## Work required
Without the pictures, write out every entry that follows exactly.

## Dataset entries
Start of Block
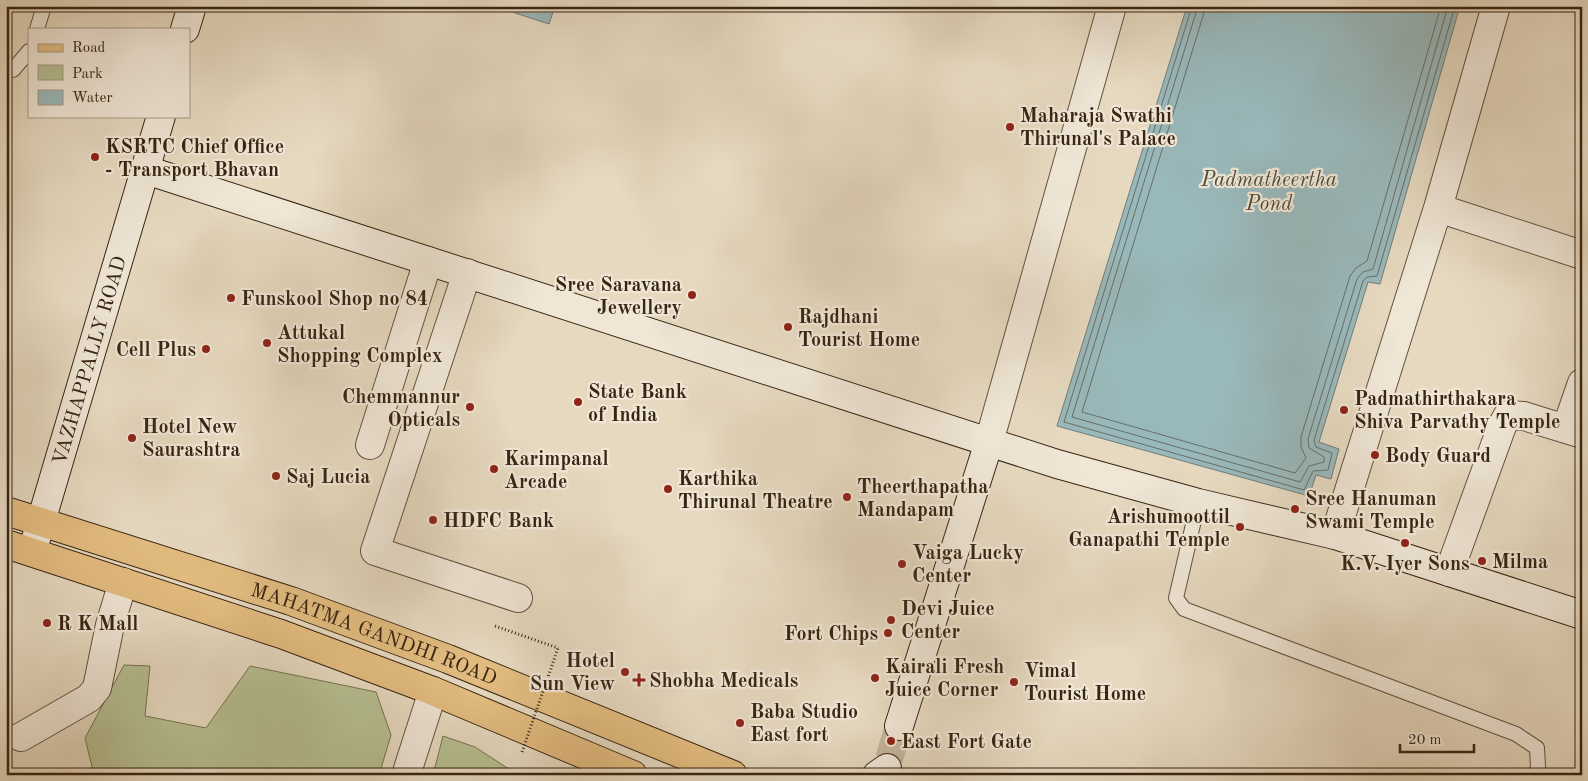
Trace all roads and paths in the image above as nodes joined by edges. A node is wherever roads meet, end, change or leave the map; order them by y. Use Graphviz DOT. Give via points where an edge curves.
graph roads {
  1 [pos="44,6"];
  2 [pos="192,6"];
  3 [pos="1112,6"];
  4 [pos="1496,6"];
  5 [pos="36,28"];
  6 [pos="185,28"];
  7 [pos="28,52"];
  8 [pos="6,70"];
  9 [pos="160,118"];
  10 [pos="146,170"];
  11 [pos="1438,208"];
  12 [pos="1582,255"];
  13 [pos="428,261"];
  14 [pos="467,273"];
  15 [pos="1582,383"];
  16 [pos="1574,431"];
  17 [pos="989,442"];
  18 [pos="370,445"];
  19 [pos="1198,503"];
  20 [pos="6,510"];
  21 [pos="41,521"];
  22 [pos="1335,535"];
  23 [pos="6,544"];
  24 [pos="32,552"];
  25 [pos="1449,572"];
  26 [pos="123,582"];
  27 [pos="518,598"];
  28 [pos="1582,615"];
  29 [pos="495,626"];
  30 [pos="433,691"];
  31 [pos="899,726"];
  32 [pos="21,737"];
  33 [pos="522,752"];
  34 [pos="698,768"];
  35 [pos="406,775"];
  36 [pos="633,775"];
  37 [pos="733,775"];
  38 [pos="1535,775"];
  1 -- 5 [label="lane"];
  2 -- 6 [label="street"];
  3 -- 17 [label="street"];
  4 -- 11 [label="street"];
  7 -- 8 [label="lane" via="13,70"];
  9 -- 10 [label="street, VAZHAPPALLY ROAD"];
  10 -- 13 [label="street"];
  10 -- 21 [label="street, VAZHAPPALLY ROAD"];
  11 -- 12 [label="street"];
  11 -- 22 [label="street"];
  13 -- 14 [label="street"];
  13 -- 18 [label="street"];
  14 -- 17 [label="street"];
  14 -- 27 [label="street" via="375,551"];
  15 -- 16 [label="street"];
  16 -- 25 [label="street" via="1524,416 1508,415"];
  17 -- 19 [label="street"];
  17 -- 31 [label="street"];
  19 -- 22 [label="street"];
  19 -- 38 [label="lane" via="1176,598 1184,609 1516,734 1537,748"];
  20 -- 21 [label="main road, MAHATMA GANDHI ROAD"];
  21 -- 24 [label="street, VAZHAPPALLY ROAD"];
  21 -- 34 [label="main road, MAHATMA GANDHI ROAD" via="291,601 448,660"];
  22 -- 25 [label="street"];
  23 -- 24 [label="main road, MAHATMA GANDHI ROAD"];
  24 -- 26 [label="main road, MAHATMA GANDHI ROAD"];
  25 -- 28 [label="street"];
  26 -- 30 [label="main road, MAHATMA GANDHI ROAD" via="281,634"];
  26 -- 32 [label="street" via="110,625 98,688 89,698"];
  29 -- 33 [label="path, bridge" via="558,648"];
  30 -- 35 [label="street"];
  30 -- 36 [label="main road, MAHATMA GANDHI ROAD"];
  34 -- 37 [label="main road, MAHATMA GANDHI ROAD"];
}
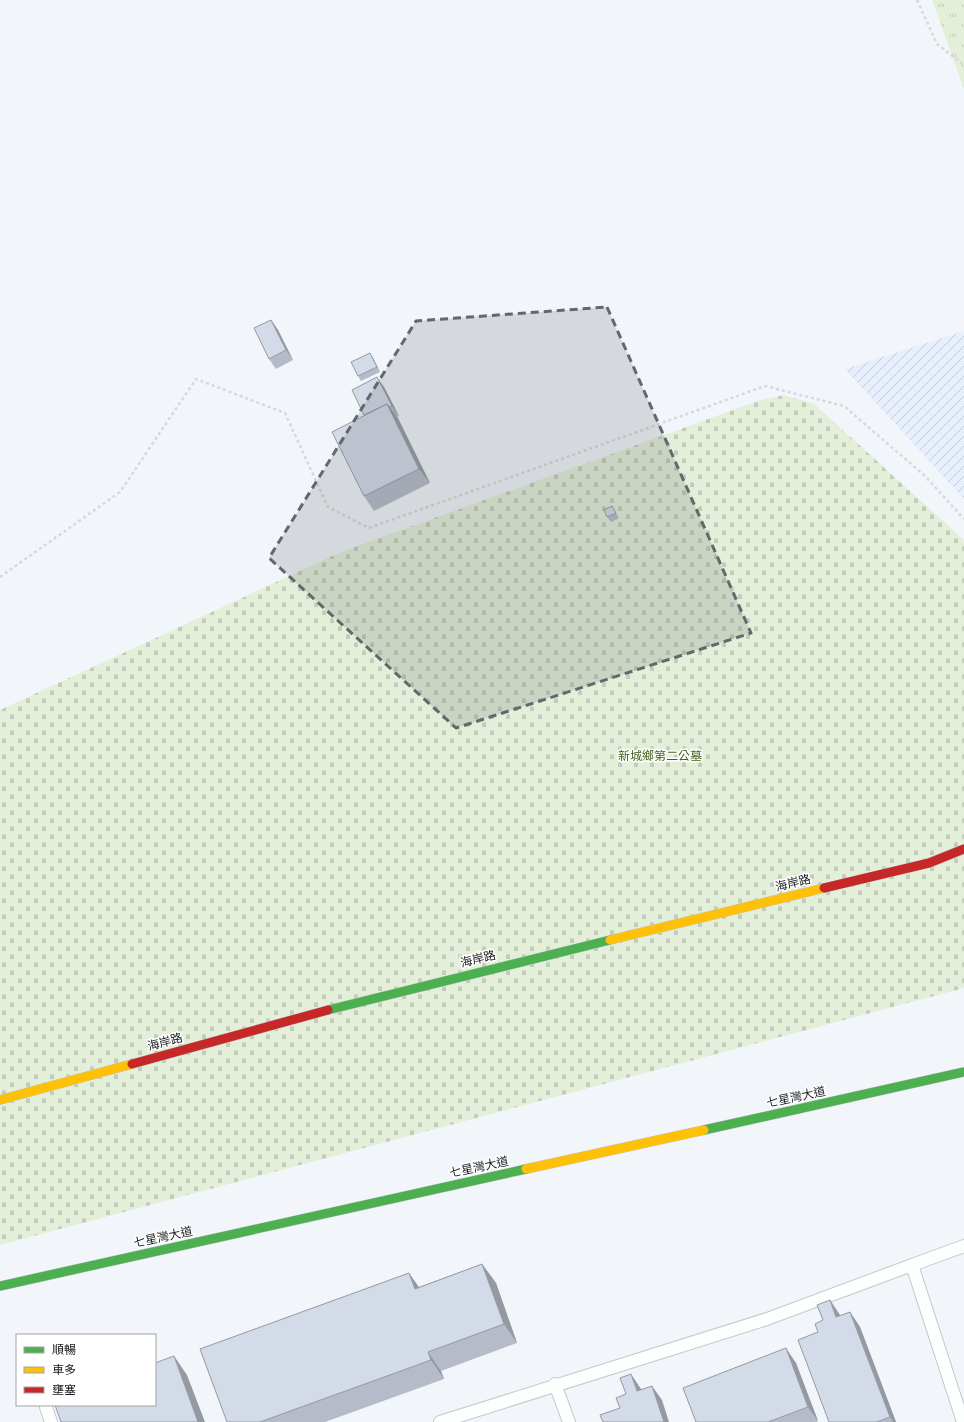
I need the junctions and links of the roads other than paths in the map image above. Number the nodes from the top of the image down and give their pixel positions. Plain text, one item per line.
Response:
1 (964, 849) edge
2 (964, 1072) edge
3 (0, 1100) edge
4 (964, 1246) edge
5 (912, 1265) junction
6 (0, 1286) edge
7 (555, 1384) junction
8 (46, 1407) dead end
9 (51, 1422) edge
10 (440, 1422) edge
11 (569, 1422) edge
12 (963, 1422) edge

1 - 3 main road, 海岸路
2 - 6 main road, 七星灣大道
4 - 5 lane
5 - 7 lane
5 - 12 lane
7 - 10 lane
7 - 11 lane
8 - 9 lane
End of Block
## Written solution
Trace all roads and paths in the image above as nodes joined by edges. A node is wherever roads meet, end, change or leave the map; order them by y. Use Graphviz DOT. Give via points where an edge curves.
graph roads {
  1 [pos="44,6"];
  2 [pos="192,6"];
  3 [pos="1112,6"];
  4 [pos="1496,6"];
  5 [pos="36,28"];
  6 [pos="185,28"];
  7 [pos="28,52"];
  8 [pos="6,70"];
  9 [pos="160,118"];
  10 [pos="146,170"];
  11 [pos="1438,208"];
  12 [pos="1582,255"];
  13 [pos="428,261"];
  14 [pos="467,273"];
  15 [pos="1582,383"];
  16 [pos="1574,431"];
  17 [pos="989,442"];
  18 [pos="370,445"];
  19 [pos="1198,503"];
  20 [pos="6,510"];
  21 [pos="41,521"];
  22 [pos="1335,535"];
  23 [pos="6,544"];
  24 [pos="32,552"];
  25 [pos="1449,572"];
  26 [pos="123,582"];
  27 [pos="518,598"];
  28 [pos="1582,615"];
  29 [pos="495,626"];
  30 [pos="433,691"];
  31 [pos="899,726"];
  32 [pos="21,737"];
  33 [pos="522,752"];
  34 [pos="698,768"];
  35 [pos="406,775"];
  36 [pos="633,775"];
  37 [pos="733,775"];
  38 [pos="1535,775"];
  1 -- 5 [label="lane"];
  2 -- 6 [label="street"];
  3 -- 17 [label="street"];
  4 -- 11 [label="street"];
  7 -- 8 [label="lane" via="13,70"];
  9 -- 10 [label="street, VAZHAPPALLY ROAD"];
  10 -- 13 [label="street"];
  10 -- 21 [label="street, VAZHAPPALLY ROAD"];
  11 -- 12 [label="street"];
  11 -- 22 [label="street"];
  13 -- 14 [label="street"];
  13 -- 18 [label="street"];
  14 -- 17 [label="street"];
  14 -- 27 [label="street" via="375,551"];
  15 -- 16 [label="street"];
  16 -- 25 [label="street" via="1524,416 1508,415"];
  17 -- 19 [label="street"];
  17 -- 31 [label="street"];
  19 -- 22 [label="street"];
  19 -- 38 [label="lane" via="1176,598 1184,609 1516,734 1537,748"];
  20 -- 21 [label="main road, MAHATMA GANDHI ROAD"];
  21 -- 24 [label="street, VAZHAPPALLY ROAD"];
  21 -- 34 [label="main road, MAHATMA GANDHI ROAD" via="291,601 448,660"];
  22 -- 25 [label="street"];
  23 -- 24 [label="main road, MAHATMA GANDHI ROAD"];
  24 -- 26 [label="main road, MAHATMA GANDHI ROAD"];
  25 -- 28 [label="street"];
  26 -- 30 [label="main road, MAHATMA GANDHI ROAD" via="281,634"];
  26 -- 32 [label="street" via="110,625 98,688 89,698"];
  29 -- 33 [label="path, bridge" via="558,648"];
  30 -- 35 [label="street"];
  30 -- 36 [label="main road, MAHATMA GANDHI ROAD"];
  34 -- 37 [label="main road, MAHATMA GANDHI ROAD"];
}
I need the junctions and links of the roads other than paths in the map image above. Number the nodes from the top of the image down and give their pixel positions. Plain text, one item per line.
Response:
1 (964, 849) edge
2 (964, 1072) edge
3 (0, 1100) edge
4 (964, 1246) edge
5 (912, 1265) junction
6 (0, 1286) edge
7 (555, 1384) junction
8 (46, 1407) dead end
9 (51, 1422) edge
10 (440, 1422) edge
11 (569, 1422) edge
12 (963, 1422) edge

1 - 3 main road, 海岸路
2 - 6 main road, 七星灣大道
4 - 5 lane
5 - 7 lane
5 - 12 lane
7 - 10 lane
7 - 11 lane
8 - 9 lane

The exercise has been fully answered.